*Task item*
I'd like every line in the following listing that holds "this" copied.

◆ ◆ ◆ ◆ ◆ ◆ ◆

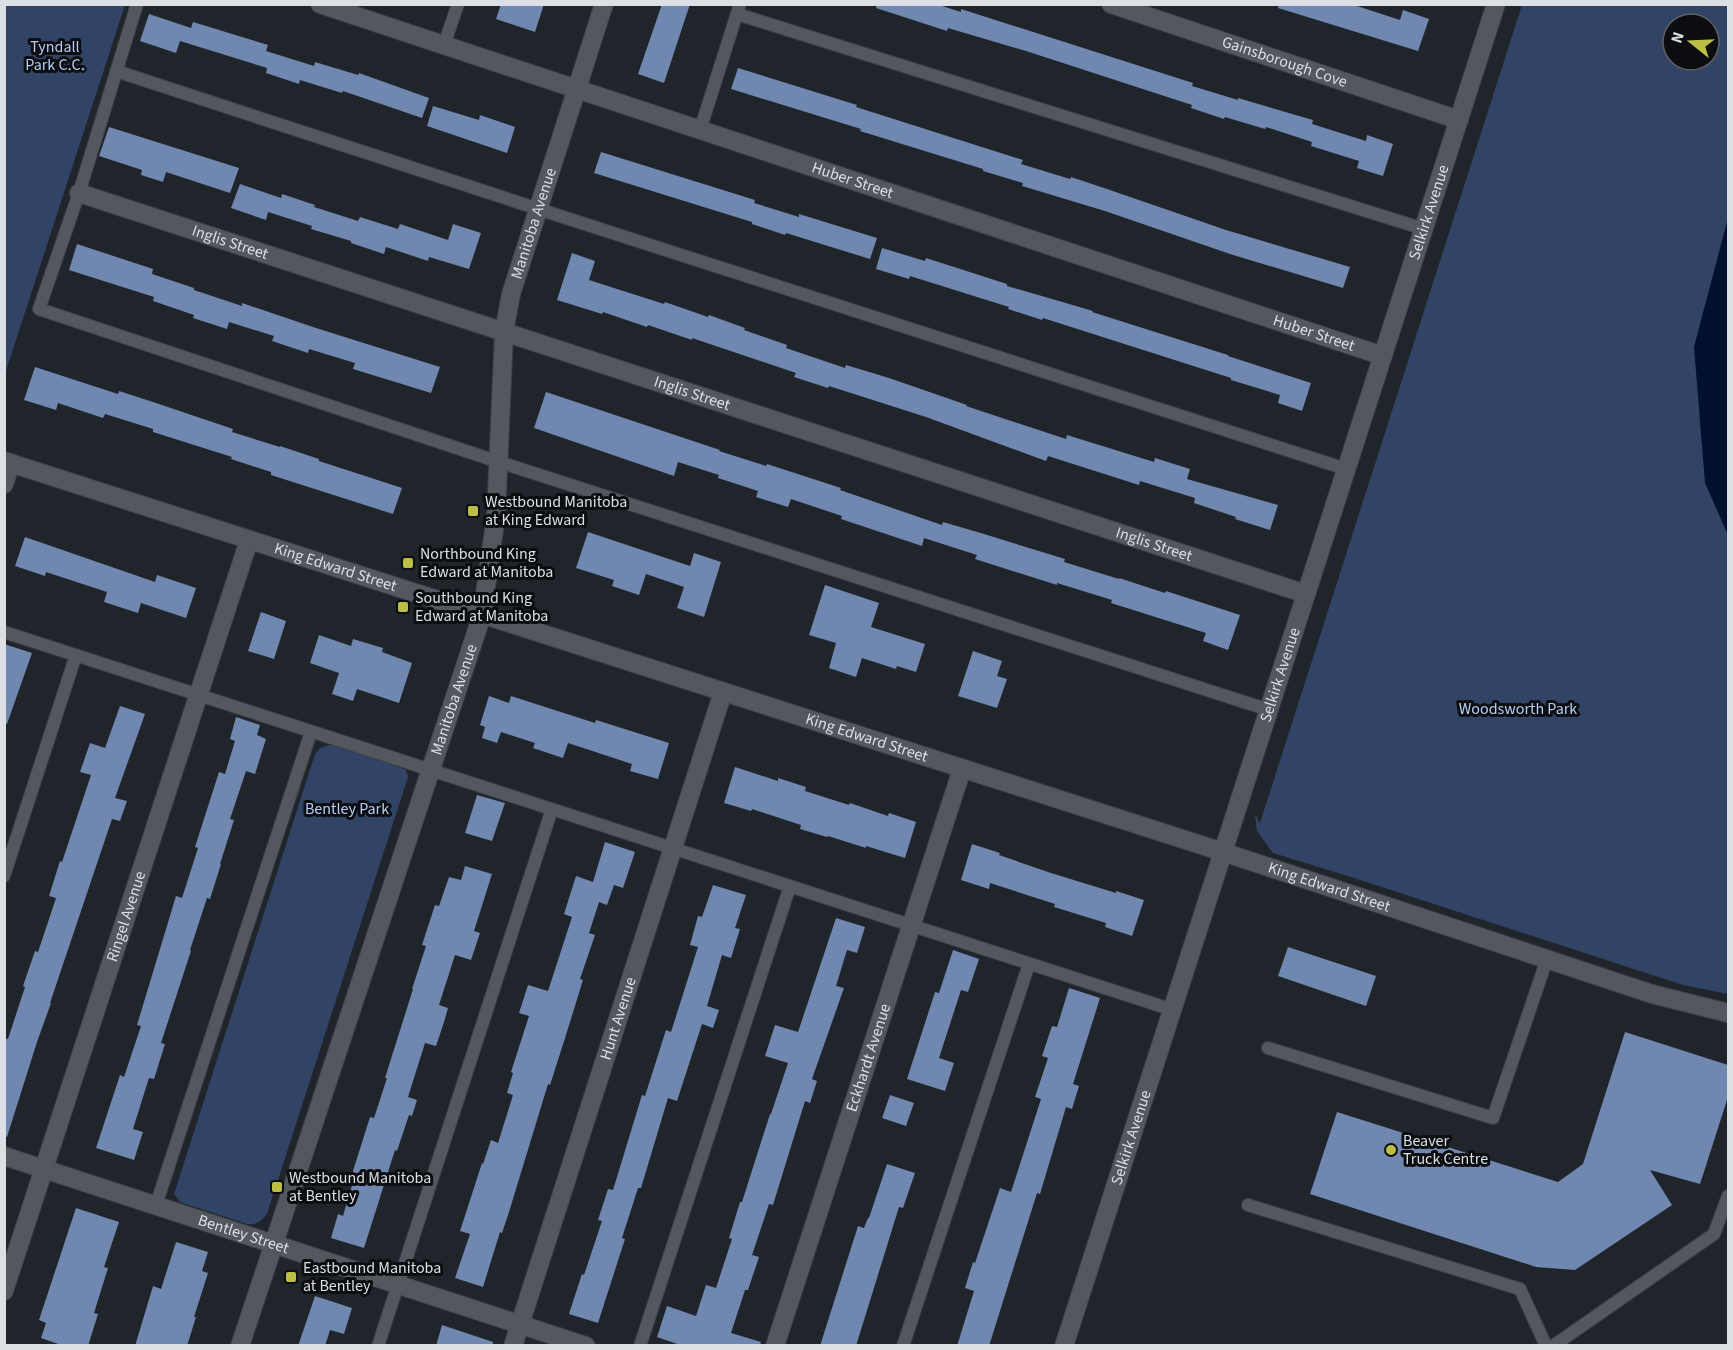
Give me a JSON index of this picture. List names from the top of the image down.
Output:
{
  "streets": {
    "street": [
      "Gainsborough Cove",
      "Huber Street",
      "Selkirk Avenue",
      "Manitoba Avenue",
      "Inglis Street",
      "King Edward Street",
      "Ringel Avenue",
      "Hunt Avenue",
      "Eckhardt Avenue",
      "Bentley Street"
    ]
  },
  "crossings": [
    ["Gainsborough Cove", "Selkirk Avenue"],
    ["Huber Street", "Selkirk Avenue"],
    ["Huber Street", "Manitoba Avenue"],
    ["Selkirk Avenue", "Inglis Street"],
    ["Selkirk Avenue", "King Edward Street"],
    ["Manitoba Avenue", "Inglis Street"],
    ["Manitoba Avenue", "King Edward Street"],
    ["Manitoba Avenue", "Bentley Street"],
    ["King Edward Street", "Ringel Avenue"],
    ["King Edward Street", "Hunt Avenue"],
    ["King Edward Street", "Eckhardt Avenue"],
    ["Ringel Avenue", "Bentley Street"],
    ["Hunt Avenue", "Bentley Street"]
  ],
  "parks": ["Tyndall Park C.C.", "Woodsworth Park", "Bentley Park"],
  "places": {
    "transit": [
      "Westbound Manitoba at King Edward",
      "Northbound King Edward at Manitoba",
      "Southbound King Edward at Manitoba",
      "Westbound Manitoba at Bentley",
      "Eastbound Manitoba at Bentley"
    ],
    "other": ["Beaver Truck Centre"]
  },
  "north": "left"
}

◆ ◆ ◆ ◆ ◆ ◆ ◆

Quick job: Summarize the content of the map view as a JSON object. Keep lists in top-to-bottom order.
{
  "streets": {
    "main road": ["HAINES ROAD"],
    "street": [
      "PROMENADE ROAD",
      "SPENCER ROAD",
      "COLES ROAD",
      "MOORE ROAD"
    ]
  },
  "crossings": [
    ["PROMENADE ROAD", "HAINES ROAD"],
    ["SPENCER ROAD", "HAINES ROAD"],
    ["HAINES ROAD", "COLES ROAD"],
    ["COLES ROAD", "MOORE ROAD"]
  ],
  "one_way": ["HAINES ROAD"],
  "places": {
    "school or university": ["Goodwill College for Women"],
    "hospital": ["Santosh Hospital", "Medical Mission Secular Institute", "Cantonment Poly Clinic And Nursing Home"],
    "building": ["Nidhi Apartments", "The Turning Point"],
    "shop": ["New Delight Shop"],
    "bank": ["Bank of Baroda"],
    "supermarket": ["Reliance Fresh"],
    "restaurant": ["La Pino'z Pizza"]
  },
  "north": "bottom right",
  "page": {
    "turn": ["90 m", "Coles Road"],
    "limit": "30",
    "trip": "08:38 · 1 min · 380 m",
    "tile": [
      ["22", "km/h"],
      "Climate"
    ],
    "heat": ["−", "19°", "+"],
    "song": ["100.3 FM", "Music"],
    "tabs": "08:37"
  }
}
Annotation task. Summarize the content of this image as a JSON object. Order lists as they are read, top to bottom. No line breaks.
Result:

◆ ◆ ◆ ◆ ◆ ◆ ◆

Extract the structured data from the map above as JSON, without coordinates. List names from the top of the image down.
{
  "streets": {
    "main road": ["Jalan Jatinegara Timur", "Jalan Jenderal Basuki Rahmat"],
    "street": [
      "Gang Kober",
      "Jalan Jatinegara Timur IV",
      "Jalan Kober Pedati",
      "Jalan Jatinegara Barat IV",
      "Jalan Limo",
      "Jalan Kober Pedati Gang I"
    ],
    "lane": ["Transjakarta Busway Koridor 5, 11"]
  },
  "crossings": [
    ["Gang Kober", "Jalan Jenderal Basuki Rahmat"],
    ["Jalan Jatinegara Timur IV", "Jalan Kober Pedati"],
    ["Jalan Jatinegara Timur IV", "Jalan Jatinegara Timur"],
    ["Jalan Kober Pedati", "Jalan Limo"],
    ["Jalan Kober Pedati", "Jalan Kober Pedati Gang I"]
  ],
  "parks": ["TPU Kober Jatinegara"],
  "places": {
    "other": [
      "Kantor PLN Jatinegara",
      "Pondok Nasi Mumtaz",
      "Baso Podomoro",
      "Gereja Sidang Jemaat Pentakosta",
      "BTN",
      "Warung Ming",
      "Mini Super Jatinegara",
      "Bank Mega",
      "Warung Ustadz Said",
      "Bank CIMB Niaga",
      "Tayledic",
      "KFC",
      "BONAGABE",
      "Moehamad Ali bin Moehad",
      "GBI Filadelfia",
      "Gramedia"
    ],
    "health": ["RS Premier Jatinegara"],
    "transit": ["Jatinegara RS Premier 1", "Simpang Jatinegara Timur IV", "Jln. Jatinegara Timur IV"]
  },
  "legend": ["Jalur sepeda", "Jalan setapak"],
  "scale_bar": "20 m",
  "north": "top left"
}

◆ ◆ ◆ ◆ ◆ ◆ ◆

*Reply to the exercise*
Give me a JSON index of this picture. List names from the top of the image down.
Annotation task. Summarize the content of this image as a JSON object. Order lists as they are read, top to bottom. No line breaks.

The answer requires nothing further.